Rotinas familiares: criar um ritmo diário que dá segurança à criança
As pressas da manhã para ir à escola, as intermináveis batalhas noturnas à hora de dormir, o eterno regateio do “deixa-me brincar só mais um bocadinho”… Soa-lhe familiar? Na maioria das famílias, o dia começa com boas intenções e prossegue por entre pequenos caos. A boa notícia é esta: para dar ao seu filho um ritmo que o sossegue, não é preciso ser um pai ou uma mãe perfeitos. Bastam alguns “momentos-âncora” fixos e um pouco de paciência.
Quando falamos de rotina, não imagine um horário militar rígido. Uma rotina familiar significa apenas que certos momentos do dia são previsíveis — que a criança consegue, lá no fundo, responder à pergunta “e agora, o que vem a seguir?”.
Porque é que as rotinas dão segurança às crianças?
As crianças estão ainda a conhecer o mundo, que para elas é muitas vezes imprevisível.
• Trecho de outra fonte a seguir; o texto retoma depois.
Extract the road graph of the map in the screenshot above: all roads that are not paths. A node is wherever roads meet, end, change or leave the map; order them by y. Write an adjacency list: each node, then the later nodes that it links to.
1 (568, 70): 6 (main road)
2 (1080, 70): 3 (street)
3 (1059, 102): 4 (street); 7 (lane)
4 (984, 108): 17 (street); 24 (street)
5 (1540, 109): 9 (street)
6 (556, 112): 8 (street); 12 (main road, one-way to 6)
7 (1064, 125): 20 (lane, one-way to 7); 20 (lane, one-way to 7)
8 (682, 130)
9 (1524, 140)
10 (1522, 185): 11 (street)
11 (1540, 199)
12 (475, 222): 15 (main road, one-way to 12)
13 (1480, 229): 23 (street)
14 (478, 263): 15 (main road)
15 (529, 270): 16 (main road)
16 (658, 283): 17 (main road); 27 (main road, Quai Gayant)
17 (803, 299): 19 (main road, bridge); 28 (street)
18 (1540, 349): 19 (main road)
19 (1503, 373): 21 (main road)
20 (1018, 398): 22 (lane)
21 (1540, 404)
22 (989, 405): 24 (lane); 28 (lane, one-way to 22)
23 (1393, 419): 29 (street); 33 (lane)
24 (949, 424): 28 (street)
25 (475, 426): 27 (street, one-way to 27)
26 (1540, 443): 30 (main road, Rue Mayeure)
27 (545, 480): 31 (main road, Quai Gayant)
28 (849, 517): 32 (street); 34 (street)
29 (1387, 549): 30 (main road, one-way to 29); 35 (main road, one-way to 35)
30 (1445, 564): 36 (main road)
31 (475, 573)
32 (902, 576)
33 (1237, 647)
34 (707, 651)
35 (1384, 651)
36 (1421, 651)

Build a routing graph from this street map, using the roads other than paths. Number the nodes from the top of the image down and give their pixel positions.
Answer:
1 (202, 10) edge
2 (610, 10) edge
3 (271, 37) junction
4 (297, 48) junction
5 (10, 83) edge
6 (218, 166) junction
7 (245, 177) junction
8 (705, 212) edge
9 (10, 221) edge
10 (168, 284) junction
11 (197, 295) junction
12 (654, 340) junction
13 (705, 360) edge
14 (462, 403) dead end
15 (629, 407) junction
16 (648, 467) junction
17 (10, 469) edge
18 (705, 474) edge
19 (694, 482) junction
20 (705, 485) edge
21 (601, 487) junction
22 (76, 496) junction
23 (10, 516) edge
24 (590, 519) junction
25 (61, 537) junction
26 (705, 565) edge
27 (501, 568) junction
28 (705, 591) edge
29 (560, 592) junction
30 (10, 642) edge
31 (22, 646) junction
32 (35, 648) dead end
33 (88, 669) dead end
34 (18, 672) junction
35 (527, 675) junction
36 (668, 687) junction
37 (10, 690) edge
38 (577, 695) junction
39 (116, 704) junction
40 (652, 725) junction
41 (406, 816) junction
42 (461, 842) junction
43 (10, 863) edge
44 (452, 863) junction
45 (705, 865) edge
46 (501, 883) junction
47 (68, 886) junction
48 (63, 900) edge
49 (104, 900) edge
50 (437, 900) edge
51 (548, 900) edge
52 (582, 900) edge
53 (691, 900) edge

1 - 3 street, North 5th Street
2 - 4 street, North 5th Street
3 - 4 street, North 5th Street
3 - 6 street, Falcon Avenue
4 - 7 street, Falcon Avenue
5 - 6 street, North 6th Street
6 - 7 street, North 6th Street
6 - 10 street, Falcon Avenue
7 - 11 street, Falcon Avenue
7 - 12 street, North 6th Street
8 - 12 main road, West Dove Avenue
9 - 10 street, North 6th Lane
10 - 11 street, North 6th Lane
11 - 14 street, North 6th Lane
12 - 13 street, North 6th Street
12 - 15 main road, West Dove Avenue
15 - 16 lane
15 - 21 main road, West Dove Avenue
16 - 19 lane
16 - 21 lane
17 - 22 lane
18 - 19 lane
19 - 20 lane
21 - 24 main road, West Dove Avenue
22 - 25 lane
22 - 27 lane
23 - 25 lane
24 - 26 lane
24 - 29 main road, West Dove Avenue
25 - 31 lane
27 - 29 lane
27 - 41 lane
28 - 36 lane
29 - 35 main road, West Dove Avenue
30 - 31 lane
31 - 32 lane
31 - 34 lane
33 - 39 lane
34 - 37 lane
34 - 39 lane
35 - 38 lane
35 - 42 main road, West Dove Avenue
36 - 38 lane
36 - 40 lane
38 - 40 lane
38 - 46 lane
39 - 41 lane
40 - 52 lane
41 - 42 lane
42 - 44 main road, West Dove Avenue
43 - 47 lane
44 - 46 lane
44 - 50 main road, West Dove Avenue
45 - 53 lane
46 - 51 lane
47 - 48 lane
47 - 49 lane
Quando sabem quando vão comer, quando vão dormir e quando a mãe ou o pai estarão por perto, forma-se na sua mente um chão seguro. Essa previsibilidade reduz a ansiedade e permite que a criança dedique a sua energia a explorar e a aprender.
As crianças com rotinas estáveis gerem mais facilmente as emoções e adaptam-se com mais serenidade às transições — como largar a brincadeira para vir à mesa. Por outras palavras, uma rotina é, na verdade, um abraço invisível.
Comece aos poucos: as três âncoras do dia
Tentar organizar tudo num único dia é cansativo e insustentável. Em vez disso, concentre-se nas três âncoras que sustentam o dia:
- A manhã: que acordar, tomar o pequeno-almoço e aprontar-se sigam sempre a mesma ordem. Algo como “primeiro lavamos a cara, depois tomamos o pequeno-almoço, depois os dentes”.
- As refeições: sentem-se à mesa, sempre que possível, às mesmas horas e, quando puderem, todos juntos.
- O sono: que a última meia hora da noite seja parecida todos os dias.
Quando estas três âncoras assentam, o resto do dia começa a fluir por si.
Ideias que funcionam mesmo para a rotina do sono
Para muitas famílias, a hora de dormir é o momento mais difícil. Aqui, a palavra mágica é “abrandar”. Uma hora antes de deitar, baixe um pouco as luzes, arrume os brinquedos barulhentos e desligue os ecrãs. Depois, siga sempre a mesma ordem: banho, pijama, dentes, um livro, luzes apagadas.
Pendurar esta sequência na parede num simples cartão ilustrado faz maravilhas com os mais pequenos. Quando a criança se lembra sozinha do passo seguinte, sem perguntar “e agora, o que fazemos?”, é um alívio para ambos.
Uma rotina repete baixinho à criança, todos os dias, a mesma mensagem: “A vida é previsível e eu estou seguro.”
Pausas que acalmam em vez de ecrãs
Em certos momentos do dia, a criança precisa de se acalmar — ao voltar da escola, antes do jantar ou depois de uma birra. Nesses momentos, o primeiro reflexo é muitas vezes estender o tablet. No entanto, uma atividade calma e manual acalma o sistema nervoso e acrescenta à rotina uma bela “pausa para respirar”.
Pintar é precisamente esse tipo de atividade. Sentar-se à mesa e pintar uma página em conjunto desenvolve a motricidade fina e abre um espaço tranquilo para criar laços ao longo do dia. Pode até transformar a fotografia do seu filho numa página para colorir imprimível e preparar-lhe uma atividade só dele — e pendurar a obra terminada no frigorífico torna-se, para ele, um pequeno motivo de orgulho.
Seja flexível, não rígido
Por fim, o lembrete mais importante: a rotina é um meio, não um fim. Haverá aniversários, férias, visitas ou simplesmente um dia de cansaço, e a ordem vai quebrar-se — é perfeitamente normal. O importante é conseguir regressar às mesmas âncoras no dia seguinte.
Seja também gentil consigo próprio. Os dias em que diz “hoje não deu” não destroem o sentimento de segurança do seu filho; o que verdadeiramente lho dá é oferecer-lhe uma vida globalmente previsível. Pequenos passos consistentes vão, com o tempo, oferecer a si e ao seu filho um ritmo diário sereno.